▶ _Work to complete_: Please print every line from the one containing "Trace all roads" through the last line of the records below, exactly as written and nothing more.

▶ _Recorded information_:
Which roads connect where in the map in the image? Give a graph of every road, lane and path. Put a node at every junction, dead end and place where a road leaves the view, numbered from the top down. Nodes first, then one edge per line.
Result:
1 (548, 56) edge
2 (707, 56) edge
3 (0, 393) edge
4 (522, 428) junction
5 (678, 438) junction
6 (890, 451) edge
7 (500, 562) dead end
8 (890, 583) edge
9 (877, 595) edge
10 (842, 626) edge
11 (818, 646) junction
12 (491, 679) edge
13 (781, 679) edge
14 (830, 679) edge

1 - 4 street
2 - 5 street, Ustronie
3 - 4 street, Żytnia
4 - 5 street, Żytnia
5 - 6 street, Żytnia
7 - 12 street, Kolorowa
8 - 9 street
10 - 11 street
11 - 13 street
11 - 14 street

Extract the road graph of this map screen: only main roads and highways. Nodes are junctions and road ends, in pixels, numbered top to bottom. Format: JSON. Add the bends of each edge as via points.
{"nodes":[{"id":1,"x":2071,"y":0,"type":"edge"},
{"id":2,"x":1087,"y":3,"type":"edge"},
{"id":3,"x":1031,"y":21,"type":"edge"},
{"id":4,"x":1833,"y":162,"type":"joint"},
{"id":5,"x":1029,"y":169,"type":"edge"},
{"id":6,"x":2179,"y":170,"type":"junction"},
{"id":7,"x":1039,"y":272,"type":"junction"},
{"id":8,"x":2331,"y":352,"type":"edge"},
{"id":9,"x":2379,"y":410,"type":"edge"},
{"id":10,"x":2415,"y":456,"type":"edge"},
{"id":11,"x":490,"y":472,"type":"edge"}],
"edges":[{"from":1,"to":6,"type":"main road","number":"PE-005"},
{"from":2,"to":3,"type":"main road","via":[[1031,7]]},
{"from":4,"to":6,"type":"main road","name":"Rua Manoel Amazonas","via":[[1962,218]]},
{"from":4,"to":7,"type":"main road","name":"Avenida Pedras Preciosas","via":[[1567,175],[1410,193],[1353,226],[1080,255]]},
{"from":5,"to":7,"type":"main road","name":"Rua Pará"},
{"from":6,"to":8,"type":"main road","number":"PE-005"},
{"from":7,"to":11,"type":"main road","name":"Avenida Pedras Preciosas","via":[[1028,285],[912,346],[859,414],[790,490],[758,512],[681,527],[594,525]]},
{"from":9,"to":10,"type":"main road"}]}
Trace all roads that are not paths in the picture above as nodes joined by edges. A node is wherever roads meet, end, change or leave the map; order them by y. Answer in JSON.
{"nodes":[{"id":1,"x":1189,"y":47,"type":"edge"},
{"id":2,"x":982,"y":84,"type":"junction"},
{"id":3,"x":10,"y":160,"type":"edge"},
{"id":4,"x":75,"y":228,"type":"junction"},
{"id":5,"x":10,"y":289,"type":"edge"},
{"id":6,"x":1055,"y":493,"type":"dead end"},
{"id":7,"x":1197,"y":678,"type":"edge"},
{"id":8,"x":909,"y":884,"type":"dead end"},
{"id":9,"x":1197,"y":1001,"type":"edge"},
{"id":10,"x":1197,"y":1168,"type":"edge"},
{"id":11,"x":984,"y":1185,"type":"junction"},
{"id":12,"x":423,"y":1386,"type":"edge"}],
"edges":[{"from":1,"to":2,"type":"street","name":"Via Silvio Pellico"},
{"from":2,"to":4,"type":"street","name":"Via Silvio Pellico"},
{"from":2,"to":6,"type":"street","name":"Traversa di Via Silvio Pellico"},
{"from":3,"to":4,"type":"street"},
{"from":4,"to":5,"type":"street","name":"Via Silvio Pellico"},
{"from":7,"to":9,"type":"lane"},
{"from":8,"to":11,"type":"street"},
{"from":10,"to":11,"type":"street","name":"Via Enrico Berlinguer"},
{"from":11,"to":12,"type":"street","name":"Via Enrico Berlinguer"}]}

▶ _Written reply_:
Trace all roads that are not paths in the picture above as nodes joined by edges. A node is wherever roads meet, end, change or leave the map; order them by y. Answer in JSON.
{"nodes":[{"id":1,"x":1189,"y":47,"type":"edge"},
{"id":2,"x":982,"y":84,"type":"junction"},
{"id":3,"x":10,"y":160,"type":"edge"},
{"id":4,"x":75,"y":228,"type":"junction"},
{"id":5,"x":10,"y":289,"type":"edge"},
{"id":6,"x":1055,"y":493,"type":"dead end"},
{"id":7,"x":1197,"y":678,"type":"edge"},
{"id":8,"x":909,"y":884,"type":"dead end"},
{"id":9,"x":1197,"y":1001,"type":"edge"},
{"id":10,"x":1197,"y":1168,"type":"edge"},
{"id":11,"x":984,"y":1185,"type":"junction"},
{"id":12,"x":423,"y":1386,"type":"edge"}],
"edges":[{"from":1,"to":2,"type":"street","name":"Via Silvio Pellico"},
{"from":2,"to":4,"type":"street","name":"Via Silvio Pellico"},
{"from":2,"to":6,"type":"street","name":"Traversa di Via Silvio Pellico"},
{"from":3,"to":4,"type":"street"},
{"from":4,"to":5,"type":"street","name":"Via Silvio Pellico"},
{"from":7,"to":9,"type":"lane"},
{"from":8,"to":11,"type":"street"},
{"from":10,"to":11,"type":"street","name":"Via Enrico Berlinguer"},
{"from":11,"to":12,"type":"street","name":"Via Enrico Berlinguer"}]}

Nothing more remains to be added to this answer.